Yes it’s another drugs post but we think you should be aware of the drugs you should not be taking unless you are being directed by your Doctor or Heart Failure Nurse.
We believe this information is really important because you need to know what you can take and what you can’t and the reasons why.
Many types of drugs can aggravate heart failure by raising blood pressure and heart rate, creating irregular heartbeat or causing fluid buildup.
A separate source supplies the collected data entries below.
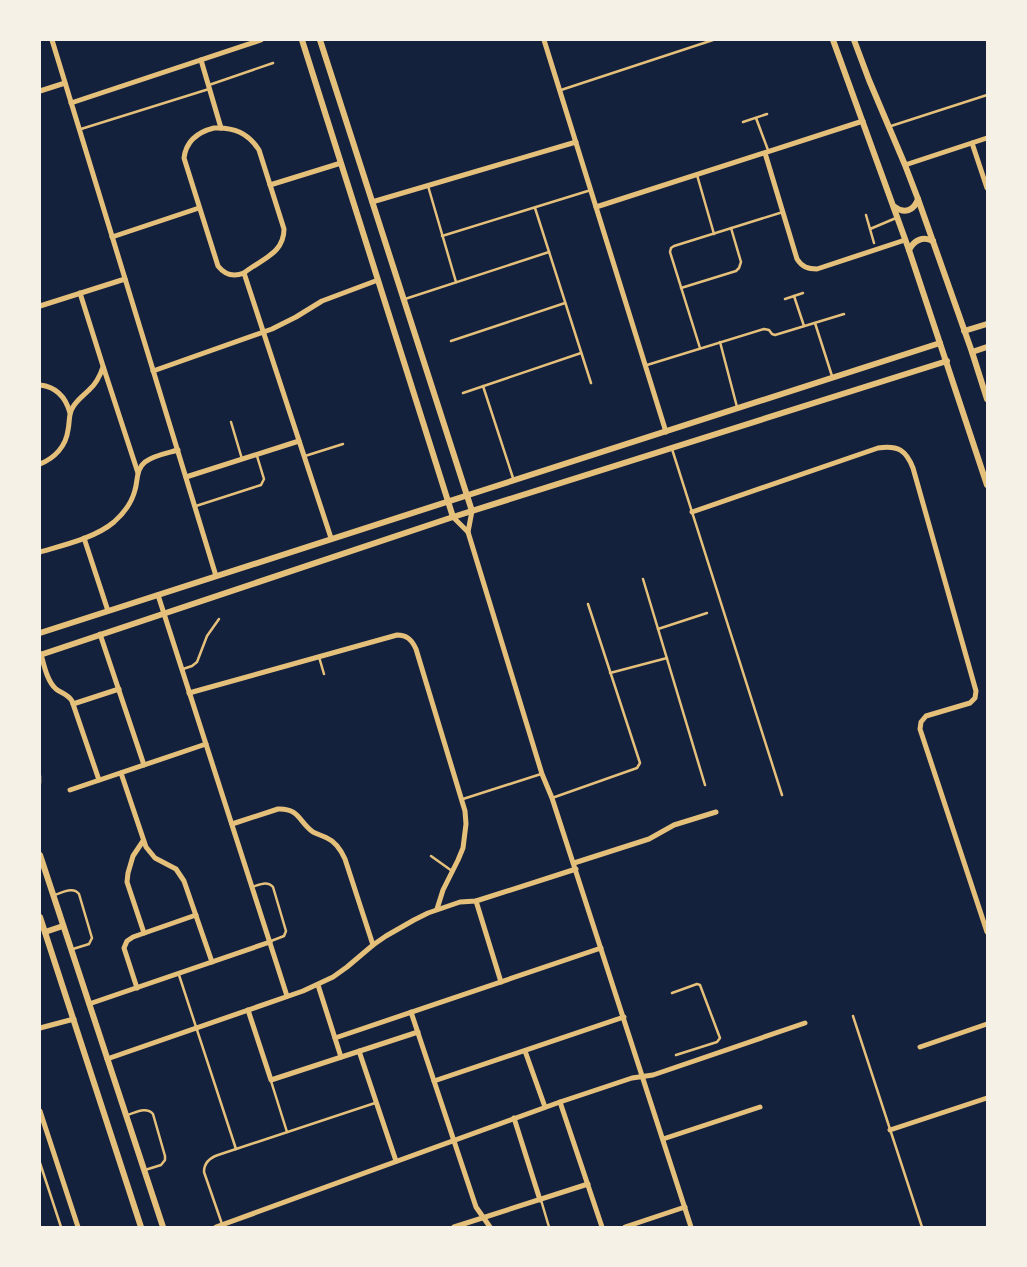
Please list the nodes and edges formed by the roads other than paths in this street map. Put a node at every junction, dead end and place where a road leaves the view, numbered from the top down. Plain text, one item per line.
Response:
1 (52, 40) edge
2 (261, 40) edge
3 (302, 40) edge
4 (320, 40) edge
5 (544, 40) edge
6 (714, 40) edge
7 (833, 40) edge
8 (854, 40) edge
9 (707, 41) edge
10 (201, 60) junction
11 (273, 63) dead end
12 (65, 83) junction
13 (209, 87) junction
14 (560, 90) junction
15 (40, 91) edge
16 (987, 95) edge
17 (71, 103) junction
18 (767, 114) dead end
19 (756, 118) junction
20 (863, 121) junction
21 (743, 122) dead end
22 (889, 126) junction
23 (222, 128) junction
24 (79, 129) junction
25 (987, 138) edge
26 (576, 142) junction
27 (972, 143) junction
28 (767, 152) junction
29 (341, 163) junction
30 (905, 165) junction
31 (984, 171) edge
32 (697, 174) junction
33 (270, 185) junction
34 (428, 186) junction
35 (987, 188) edge
36 (591, 190) junction
37 (918, 199) junction
38 (372, 202) junction
39 (596, 206) junction
40 (894, 206) junction
41 (199, 208) junction
42 (535, 208) junction
43 (783, 212) junction
44 (866, 215) dead end
45 (898, 217) junction
46 (731, 228) junction
47 (870, 229) junction
48 (714, 234) junction
49 (442, 236) junction
50 (112, 237) junction
51 (906, 240) junction
52 (933, 241) junction
53 (874, 243) dead end
54 (909, 250) junction
55 (549, 252) junction
56 (244, 273) junction
57 (125, 280) junction
58 (378, 280) junction
59 (456, 282) junction
60 (681, 288) junction
61 (80, 293) junction
62 (803, 293) dead end
63 (794, 296) junction
64 (785, 299) dead end
65 (404, 300) junction
66 (566, 303) junction
67 (40, 306) edge
68 (844, 314) dead end
69 (815, 323) junction
70 (987, 324) edge
71 (804, 326) junction
72 (964, 331) junction
73 (264, 332) junction
74 (451, 341) dead end
75 (720, 342) junction
76 (940, 343) junction
77 (987, 347) edge
78 (700, 348) junction
79 (972, 352) junction
80 (581, 353) junction
81 (947, 361) junction
82 (645, 365) junction
83 (103, 366) junction
84 (154, 371) junction
85 (832, 378) junction
86 (591, 383) dead end
87 (40, 385) edge
88 (483, 386) junction
89 (463, 393) dead end
90 (987, 399) edge
91 (737, 409) junction
92 (70, 414) junction
93 (231, 422) dead end
94 (666, 432) junction
95 (299, 440) junction
96 (343, 444) dead end
97 (672, 448) junction
98 (178, 450) junction
99 (257, 454) junction
100 (304, 456) junction
101 (242, 459) junction
102 (40, 464) edge
103 (138, 473) junction
104 (186, 477) junction
105 (514, 480) junction
106 (987, 485) edge
107 (466, 495) junction
108 (448, 500) junction
109 (195, 506) junction
110 (472, 511) junction
111 (692, 512) junction
112 (453, 517) junction
113 (468, 532) junction
114 (84, 538) junction
115 (331, 538) junction
116 (40, 552) edge
117 (216, 576) junction
118 (643, 579) dead end
119 (158, 595) junction
120 (588, 604) dead end
121 (108, 611) junction
122 (707, 613) dead end
123 (164, 614) junction
124 (219, 619) dead end
125 (658, 629) junction
126 (40, 633) edge
127 (100, 634) junction
128 (40, 654) edge
129 (319, 657) junction
130 (667, 658) junction
131 (182, 670) junction
132 (610, 673) junction
133 (324, 674) dead end
134 (119, 689) junction
135 (189, 693) junction
136 (74, 704) junction
137 (206, 744) junction
138 (144, 765) junction
139 (121, 773) junction
140 (542, 774) junction
141 (40, 776) edge
142 (99, 780) junction
143 (40, 783) edge
144 (705, 784) dead end
145 (70, 790) dead end
146 (782, 795) dead end
147 (552, 798) junction
148 (462, 799) junction
149 (716, 812) dead end
150 (232, 824) junction
151 (143, 841) junction
152 (40, 854) edge
153 (431, 856) dead end
154 (575, 866) junction
155 (452, 871) junction
156 (252, 887) junction
157 (53, 895) junction
158 (476, 902) junction
159 (437, 909) junction
160 (196, 915) junction
161 (40, 917) edge
162 (64, 926) junction
163 (45, 932) junction
164 (987, 932) edge
165 (144, 933) junction
166 (270, 942) junction
167 (374, 945) junction
168 (601, 948) junction
169 (71, 950) junction
170 (212, 962) junction
171 (178, 973) junction
172 (501, 982) junction
173 (318, 985) junction
174 (136, 988) junction
175 (672, 993) dead end
176 (288, 996) junction
177 (89, 1004) junction
178 (248, 1010) junction
179 (411, 1012) junction
180 (853, 1016) dead end
181 (624, 1018) junction
182 (74, 1019) junction
183 (805, 1024) dead end
184 (987, 1024) edge
185 (40, 1028) edge
186 (196, 1028) junction
187 (418, 1032) junction
188 (335, 1038) junction
189 (920, 1047) dead end
190 (691, 1050) junction
191 (359, 1051) junction
192 (526, 1051) junction
193 (676, 1055) dead end
194 (341, 1057) junction
195 (107, 1058) junction
196 (694, 1061) junction
197 (643, 1076) junction
198 (270, 1080) junction
199 (434, 1081) junction
200 (987, 1098) edge
201 (376, 1102) junction
202 (560, 1102) junction
203 (544, 1107) junction
204 (760, 1107) dead end
205 (40, 1111) edge
206 (126, 1116) junction
207 (514, 1118) junction
208 (890, 1130) junction
209 (287, 1132) junction
210 (663, 1139) junction
211 (454, 1140) junction
212 (236, 1149) junction
213 (40, 1162) edge
214 (396, 1162) junction
215 (144, 1170) junction
216 (588, 1184) junction
217 (540, 1200) junction
218 (685, 1208) junction
219 (483, 1218) junction
220 (222, 1225) junction
221 (61, 1227) edge
222 (78, 1227) edge
223 (141, 1227) edge
224 (162, 1227) edge
225 (216, 1227) edge
226 (454, 1227) edge
227 (490, 1227) edge
228 (550, 1227) edge
229 (602, 1227) edge
230 (625, 1227) edge
231 (691, 1227) edge
232 (922, 1227) edge

1 - 12 street
2 - 10 street
3 - 29 street
4 - 38 street
5 - 14 street
6 - 9 lane
7 - 20 street
8 - 22 street
9 - 14 lane
10 - 13 street
10 - 17 street
11 - 13 lane
12 - 15 street
12 - 17 street
13 - 23 street
13 - 24 lane
14 - 26 street
16 - 22 lane
17 - 24 street
18 - 19 lane
19 - 21 lane
19 - 28 lane
20 - 28 street
20 - 40 street
22 - 30 street
23 - 33 street
23 - 41 street
24 - 50 street
25 - 27 street
26 - 34 street
26 - 36 street
27 - 30 street
27 - 31 street
28 - 32 street
28 - 43 street
29 - 33 street
29 - 58 street
30 - 37 street
31 - 35 street
32 - 39 street
32 - 48 lane
33 - 56 street
34 - 38 street
34 - 49 lane
36 - 39 street
36 - 42 lane
37 - 40 street
37 - 52 street
38 - 65 street
39 - 82 street
40 - 45 street
41 - 50 street
41 - 56 street
42 - 49 lane
42 - 55 lane
43 - 46 lane
43 - 51 street
44 - 47 lane
45 - 47 lane
45 - 51 street
46 - 48 lane
46 - 60 lane
47 - 53 lane
48 - 60 lane
49 - 59 lane
50 - 57 street
51 - 54 street
52 - 54 street
52 - 72 street
54 - 76 street
55 - 59 lane
55 - 66 lane
56 - 73 street
57 - 61 street
57 - 84 street
58 - 73 street
58 - 108 street
59 - 65 lane
60 - 78 lane
61 - 67 street
61 - 83 street
62 - 63 lane
63 - 64 lane
63 - 71 lane
65 - 107 street
66 - 74 lane
66 - 80 lane
68 - 69 lane
69 - 71 lane
69 - 85 lane
70 - 72 street
71 - 75 lane
72 - 79 street
73 - 84 street
73 - 95 street
75 - 78 lane
75 - 91 lane
76 - 81 street
76 - 85 street
77 - 79 street
78 - 82 lane
79 - 90 street
80 - 86 lane
80 - 88 lane
81 - 97 street
81 - 106 street
82 - 94 street
83 - 92 street
83 - 103 street
84 - 98 street
85 - 91 street
87 - 92 street
88 - 89 lane
88 - 105 lane
91 - 94 street
92 - 102 street
93 - 101 lane
94 - 105 street
95 - 99 street
95 - 100 street
96 - 100 lane
97 - 110 street
97 - 111 lane
98 - 103 street
98 - 104 street
99 - 101 street
99 - 109 lane
100 - 115 street
101 - 104 street
103 - 114 street
104 - 109 street
105 - 107 street
107 - 108 street
107 - 110 street
108 - 112 street
108 - 115 street
109 - 117 street
110 - 112 street
110 - 113 street
111 - 146 lane
111 - 164 street
112 - 113 street
112 - 123 street
113 - 140 street
114 - 116 street
114 - 121 street
115 - 117 street
117 - 119 street
118 - 125 lane
119 - 121 street
119 - 123 street
120 - 132 lane
121 - 126 street
122 - 125 lane
123 - 127 street
123 - 131 street
124 - 131 lane
125 - 130 lane
127 - 128 street
127 - 134 street
128 - 136 street
129 - 133 lane
129 - 135 street
129 - 148 street
130 - 132 lane
130 - 144 lane
131 - 135 street
132 - 147 lane
134 - 136 street
134 - 138 street
135 - 137 street
136 - 142 street
137 - 138 street
137 - 150 street
138 - 139 street
139 - 142 street
139 - 151 street
140 - 147 street
140 - 148 lane
141 - 143 lane
142 - 145 street
147 - 154 street
148 - 155 street
149 - 154 street
150 - 156 street
150 - 167 street
151 - 160 street
151 - 165 street
152 - 157 street
153 - 155 lane
154 - 158 street
154 - 168 street
155 - 159 street
156 - 166 street
156 - 166 lane
157 - 162 street
157 - 169 lane
158 - 159 street
158 - 172 street
159 - 167 street
160 - 165 street
160 - 170 street
161 - 163 street
162 - 163 street
162 - 169 street
163 - 182 street
165 - 174 street
166 - 170 street
166 - 176 street
167 - 173 street
168 - 172 street
168 - 181 street
169 - 177 street
170 - 171 street
171 - 174 street
171 - 186 lane
172 - 179 street
173 - 176 street
173 - 188 street
174 - 177 street
175 - 190 lane
176 - 178 street
177 - 195 street
178 - 186 street
178 - 198 street
179 - 187 street
179 - 188 street
180 - 208 lane
181 - 192 street
181 - 197 street
182 - 185 street
182 - 223 street
183 - 196 street
184 - 189 street
186 - 195 street
186 - 212 lane
187 - 191 street
187 - 199 street
188 - 194 street
190 - 193 lane
190 - 196 lane
191 - 194 street
191 - 201 street
192 - 199 street
192 - 203 street
194 - 198 street
195 - 206 street
196 - 197 street
197 - 202 street
197 - 210 street
198 - 209 lane
199 - 211 street
200 - 208 street
201 - 209 lane
201 - 214 street
202 - 203 street
202 - 216 street
203 - 207 street
204 - 210 street
205 - 222 street
206 - 215 street
206 - 215 lane
207 - 211 street
207 - 217 street
208 - 232 lane
209 - 212 lane
210 - 218 street
211 - 214 street
211 - 219 street
212 - 220 lane
213 - 221 lane
214 - 220 street
215 - 224 street
216 - 217 street
216 - 229 street
217 - 219 street
217 - 228 lane
218 - 230 street
218 - 231 street
219 - 226 street
219 - 227 street
220 - 225 street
Nonsteroidal Anti-Inflammatory Drugs (NSAIDs)
These include aspirin, ibuprofen (Advil, Motrin) and naproxen (Aleve, Naprosyn), which are given to relieve pain and inflammation. Even short-term use can increase blood pressure and interfere with blood-pressure-lowering drugs. Many over-the-counter cough and cold medicines contain NSAIDs. The same warning goes for COX-2 inhibitors such as celecoxib (Celebrex).
Rosiglitazone and pioglitazone are two examples of this class of diabetes drugs, which can result in dangerous levels of fluid retention in patients with moderate-to-severe heart failure.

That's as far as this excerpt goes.